> **Problem to solve**: How many lines below contain the string "linecap"? Reply with the figure and no further words.

Data extracted from a collection
======

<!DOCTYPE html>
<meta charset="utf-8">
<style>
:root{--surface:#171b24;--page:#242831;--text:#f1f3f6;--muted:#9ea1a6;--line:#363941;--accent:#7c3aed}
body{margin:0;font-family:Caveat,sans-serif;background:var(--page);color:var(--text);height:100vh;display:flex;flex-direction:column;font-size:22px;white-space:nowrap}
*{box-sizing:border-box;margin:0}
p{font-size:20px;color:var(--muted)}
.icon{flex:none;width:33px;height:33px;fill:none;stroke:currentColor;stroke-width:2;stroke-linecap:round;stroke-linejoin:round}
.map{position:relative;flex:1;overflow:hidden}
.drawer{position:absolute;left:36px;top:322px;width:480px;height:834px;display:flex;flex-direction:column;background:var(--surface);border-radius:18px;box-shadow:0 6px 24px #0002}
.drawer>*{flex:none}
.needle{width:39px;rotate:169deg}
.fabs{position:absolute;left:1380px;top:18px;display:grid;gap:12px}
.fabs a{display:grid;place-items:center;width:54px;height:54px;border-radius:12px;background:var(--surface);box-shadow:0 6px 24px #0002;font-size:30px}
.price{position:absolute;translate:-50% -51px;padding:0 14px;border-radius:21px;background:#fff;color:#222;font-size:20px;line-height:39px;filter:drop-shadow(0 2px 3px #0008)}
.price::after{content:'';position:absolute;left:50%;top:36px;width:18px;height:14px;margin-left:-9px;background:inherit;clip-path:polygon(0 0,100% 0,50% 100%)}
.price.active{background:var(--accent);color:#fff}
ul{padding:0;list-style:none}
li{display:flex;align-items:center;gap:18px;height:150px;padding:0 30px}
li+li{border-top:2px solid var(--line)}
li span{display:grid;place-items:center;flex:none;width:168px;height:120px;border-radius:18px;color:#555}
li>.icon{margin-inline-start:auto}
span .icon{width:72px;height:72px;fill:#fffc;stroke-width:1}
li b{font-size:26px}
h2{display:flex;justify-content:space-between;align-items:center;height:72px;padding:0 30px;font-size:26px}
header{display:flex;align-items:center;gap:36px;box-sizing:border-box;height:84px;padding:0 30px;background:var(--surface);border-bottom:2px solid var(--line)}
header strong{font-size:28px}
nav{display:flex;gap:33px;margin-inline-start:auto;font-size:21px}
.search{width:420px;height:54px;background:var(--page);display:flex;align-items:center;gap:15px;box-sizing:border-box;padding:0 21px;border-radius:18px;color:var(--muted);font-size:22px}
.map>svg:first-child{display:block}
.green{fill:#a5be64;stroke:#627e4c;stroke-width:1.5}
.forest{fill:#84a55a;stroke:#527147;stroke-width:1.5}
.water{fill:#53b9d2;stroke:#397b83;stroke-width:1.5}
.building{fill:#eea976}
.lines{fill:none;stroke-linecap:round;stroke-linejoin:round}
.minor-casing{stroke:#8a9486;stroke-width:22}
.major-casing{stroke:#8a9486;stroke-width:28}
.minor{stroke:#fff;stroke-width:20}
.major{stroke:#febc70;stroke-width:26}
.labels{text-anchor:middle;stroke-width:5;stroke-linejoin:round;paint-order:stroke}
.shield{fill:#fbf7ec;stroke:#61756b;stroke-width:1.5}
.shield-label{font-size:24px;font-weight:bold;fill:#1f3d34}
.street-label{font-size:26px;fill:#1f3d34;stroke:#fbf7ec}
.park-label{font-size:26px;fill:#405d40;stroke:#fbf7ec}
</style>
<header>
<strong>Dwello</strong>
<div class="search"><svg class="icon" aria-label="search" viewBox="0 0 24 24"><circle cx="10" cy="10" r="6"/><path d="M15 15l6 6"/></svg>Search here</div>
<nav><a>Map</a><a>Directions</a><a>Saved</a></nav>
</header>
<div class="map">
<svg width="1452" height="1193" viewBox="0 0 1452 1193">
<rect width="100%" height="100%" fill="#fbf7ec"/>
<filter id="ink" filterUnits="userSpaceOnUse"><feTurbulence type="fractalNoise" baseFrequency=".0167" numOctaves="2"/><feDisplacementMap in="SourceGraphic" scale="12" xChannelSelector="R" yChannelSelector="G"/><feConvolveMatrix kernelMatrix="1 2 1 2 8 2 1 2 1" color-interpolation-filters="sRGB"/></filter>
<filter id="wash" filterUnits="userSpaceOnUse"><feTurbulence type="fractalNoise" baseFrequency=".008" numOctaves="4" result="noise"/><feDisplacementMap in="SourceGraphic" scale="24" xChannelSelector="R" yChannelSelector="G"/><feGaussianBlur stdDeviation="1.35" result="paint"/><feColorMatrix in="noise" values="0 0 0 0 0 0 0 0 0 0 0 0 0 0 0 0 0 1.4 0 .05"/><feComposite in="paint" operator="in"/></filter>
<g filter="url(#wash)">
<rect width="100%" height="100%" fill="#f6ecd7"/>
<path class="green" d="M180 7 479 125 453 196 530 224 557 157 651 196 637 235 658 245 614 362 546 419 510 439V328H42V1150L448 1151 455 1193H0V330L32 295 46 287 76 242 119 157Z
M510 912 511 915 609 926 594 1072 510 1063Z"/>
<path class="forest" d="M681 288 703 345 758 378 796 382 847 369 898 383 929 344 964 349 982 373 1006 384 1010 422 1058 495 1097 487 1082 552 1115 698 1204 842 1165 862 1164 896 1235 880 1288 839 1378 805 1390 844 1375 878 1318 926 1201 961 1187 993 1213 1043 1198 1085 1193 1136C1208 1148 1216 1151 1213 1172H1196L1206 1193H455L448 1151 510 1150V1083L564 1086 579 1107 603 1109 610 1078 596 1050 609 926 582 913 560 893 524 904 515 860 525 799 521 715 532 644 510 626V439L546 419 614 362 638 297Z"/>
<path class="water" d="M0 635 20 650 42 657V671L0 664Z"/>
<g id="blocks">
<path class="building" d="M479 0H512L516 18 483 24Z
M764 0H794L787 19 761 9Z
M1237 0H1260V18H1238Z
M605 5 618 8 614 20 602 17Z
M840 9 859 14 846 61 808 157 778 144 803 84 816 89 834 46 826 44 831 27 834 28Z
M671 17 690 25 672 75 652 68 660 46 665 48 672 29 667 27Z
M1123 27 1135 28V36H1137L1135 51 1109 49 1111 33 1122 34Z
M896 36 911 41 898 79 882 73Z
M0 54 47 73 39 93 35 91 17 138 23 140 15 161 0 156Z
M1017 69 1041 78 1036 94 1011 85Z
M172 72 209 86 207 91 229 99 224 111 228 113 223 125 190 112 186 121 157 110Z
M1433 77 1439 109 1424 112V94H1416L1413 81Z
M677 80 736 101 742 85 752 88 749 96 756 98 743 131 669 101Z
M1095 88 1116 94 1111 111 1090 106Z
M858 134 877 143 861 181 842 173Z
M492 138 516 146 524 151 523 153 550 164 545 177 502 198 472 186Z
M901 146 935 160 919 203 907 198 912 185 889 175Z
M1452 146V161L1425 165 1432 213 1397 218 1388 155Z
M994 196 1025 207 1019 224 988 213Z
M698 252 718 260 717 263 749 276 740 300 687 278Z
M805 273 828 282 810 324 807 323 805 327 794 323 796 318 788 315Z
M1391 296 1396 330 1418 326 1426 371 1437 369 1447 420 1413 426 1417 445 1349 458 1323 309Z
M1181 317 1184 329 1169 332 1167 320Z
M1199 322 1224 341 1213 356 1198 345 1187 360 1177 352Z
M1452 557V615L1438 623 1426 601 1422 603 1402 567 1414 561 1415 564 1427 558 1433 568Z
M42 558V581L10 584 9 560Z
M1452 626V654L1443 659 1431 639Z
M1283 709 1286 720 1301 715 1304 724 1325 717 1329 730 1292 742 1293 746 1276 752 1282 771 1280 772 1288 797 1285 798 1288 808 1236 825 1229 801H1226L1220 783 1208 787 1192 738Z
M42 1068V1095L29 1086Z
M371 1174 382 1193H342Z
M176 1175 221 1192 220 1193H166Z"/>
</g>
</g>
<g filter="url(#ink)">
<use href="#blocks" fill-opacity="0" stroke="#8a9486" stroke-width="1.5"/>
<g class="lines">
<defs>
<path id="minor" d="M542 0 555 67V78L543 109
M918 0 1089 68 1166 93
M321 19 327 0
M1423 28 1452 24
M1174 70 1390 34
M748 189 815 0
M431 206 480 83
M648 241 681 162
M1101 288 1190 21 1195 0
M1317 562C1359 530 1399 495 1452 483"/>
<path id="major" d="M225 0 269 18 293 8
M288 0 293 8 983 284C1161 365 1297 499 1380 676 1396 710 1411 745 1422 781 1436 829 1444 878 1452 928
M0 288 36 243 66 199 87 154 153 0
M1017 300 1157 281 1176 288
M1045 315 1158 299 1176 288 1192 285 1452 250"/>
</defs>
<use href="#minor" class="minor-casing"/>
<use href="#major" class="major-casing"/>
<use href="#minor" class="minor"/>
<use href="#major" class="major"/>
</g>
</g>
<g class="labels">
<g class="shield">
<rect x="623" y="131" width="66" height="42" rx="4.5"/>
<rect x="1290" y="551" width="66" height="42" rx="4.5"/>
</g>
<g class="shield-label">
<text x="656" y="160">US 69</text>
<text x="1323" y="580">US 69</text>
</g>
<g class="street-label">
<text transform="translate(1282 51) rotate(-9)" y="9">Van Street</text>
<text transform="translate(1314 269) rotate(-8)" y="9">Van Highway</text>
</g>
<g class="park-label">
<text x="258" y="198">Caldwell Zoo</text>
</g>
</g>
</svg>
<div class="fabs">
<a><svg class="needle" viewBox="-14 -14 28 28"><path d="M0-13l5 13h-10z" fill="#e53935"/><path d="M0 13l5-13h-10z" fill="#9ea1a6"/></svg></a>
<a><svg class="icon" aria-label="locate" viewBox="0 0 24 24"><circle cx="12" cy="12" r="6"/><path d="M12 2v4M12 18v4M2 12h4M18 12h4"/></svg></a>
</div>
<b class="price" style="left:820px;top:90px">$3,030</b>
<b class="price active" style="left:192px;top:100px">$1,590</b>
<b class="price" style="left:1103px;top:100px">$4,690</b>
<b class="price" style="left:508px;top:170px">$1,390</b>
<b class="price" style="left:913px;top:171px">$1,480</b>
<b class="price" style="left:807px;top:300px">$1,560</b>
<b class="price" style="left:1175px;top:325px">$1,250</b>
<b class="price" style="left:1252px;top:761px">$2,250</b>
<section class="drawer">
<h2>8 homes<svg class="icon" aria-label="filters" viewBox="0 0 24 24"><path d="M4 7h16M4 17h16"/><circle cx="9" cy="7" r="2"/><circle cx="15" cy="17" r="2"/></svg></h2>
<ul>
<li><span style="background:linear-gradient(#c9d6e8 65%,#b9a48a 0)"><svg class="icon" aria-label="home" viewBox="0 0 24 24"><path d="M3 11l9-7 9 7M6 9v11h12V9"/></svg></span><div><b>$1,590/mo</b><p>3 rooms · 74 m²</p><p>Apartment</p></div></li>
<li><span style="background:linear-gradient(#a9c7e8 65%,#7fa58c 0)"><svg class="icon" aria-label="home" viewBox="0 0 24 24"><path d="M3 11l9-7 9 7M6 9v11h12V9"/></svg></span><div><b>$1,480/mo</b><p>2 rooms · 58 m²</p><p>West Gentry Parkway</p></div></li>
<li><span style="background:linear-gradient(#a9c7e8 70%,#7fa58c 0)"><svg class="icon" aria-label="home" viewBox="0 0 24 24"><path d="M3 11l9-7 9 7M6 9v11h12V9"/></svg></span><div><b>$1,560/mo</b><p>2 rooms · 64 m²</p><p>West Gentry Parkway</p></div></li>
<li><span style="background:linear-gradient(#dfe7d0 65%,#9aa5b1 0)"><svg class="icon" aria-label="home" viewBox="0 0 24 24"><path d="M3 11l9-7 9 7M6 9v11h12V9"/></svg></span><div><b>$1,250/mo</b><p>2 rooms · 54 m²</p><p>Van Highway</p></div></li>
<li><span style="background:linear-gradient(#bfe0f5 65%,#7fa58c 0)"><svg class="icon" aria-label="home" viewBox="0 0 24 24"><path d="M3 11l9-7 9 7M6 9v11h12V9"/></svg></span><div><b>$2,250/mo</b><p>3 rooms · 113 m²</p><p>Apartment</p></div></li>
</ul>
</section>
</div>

======

> **Result of this task**: 2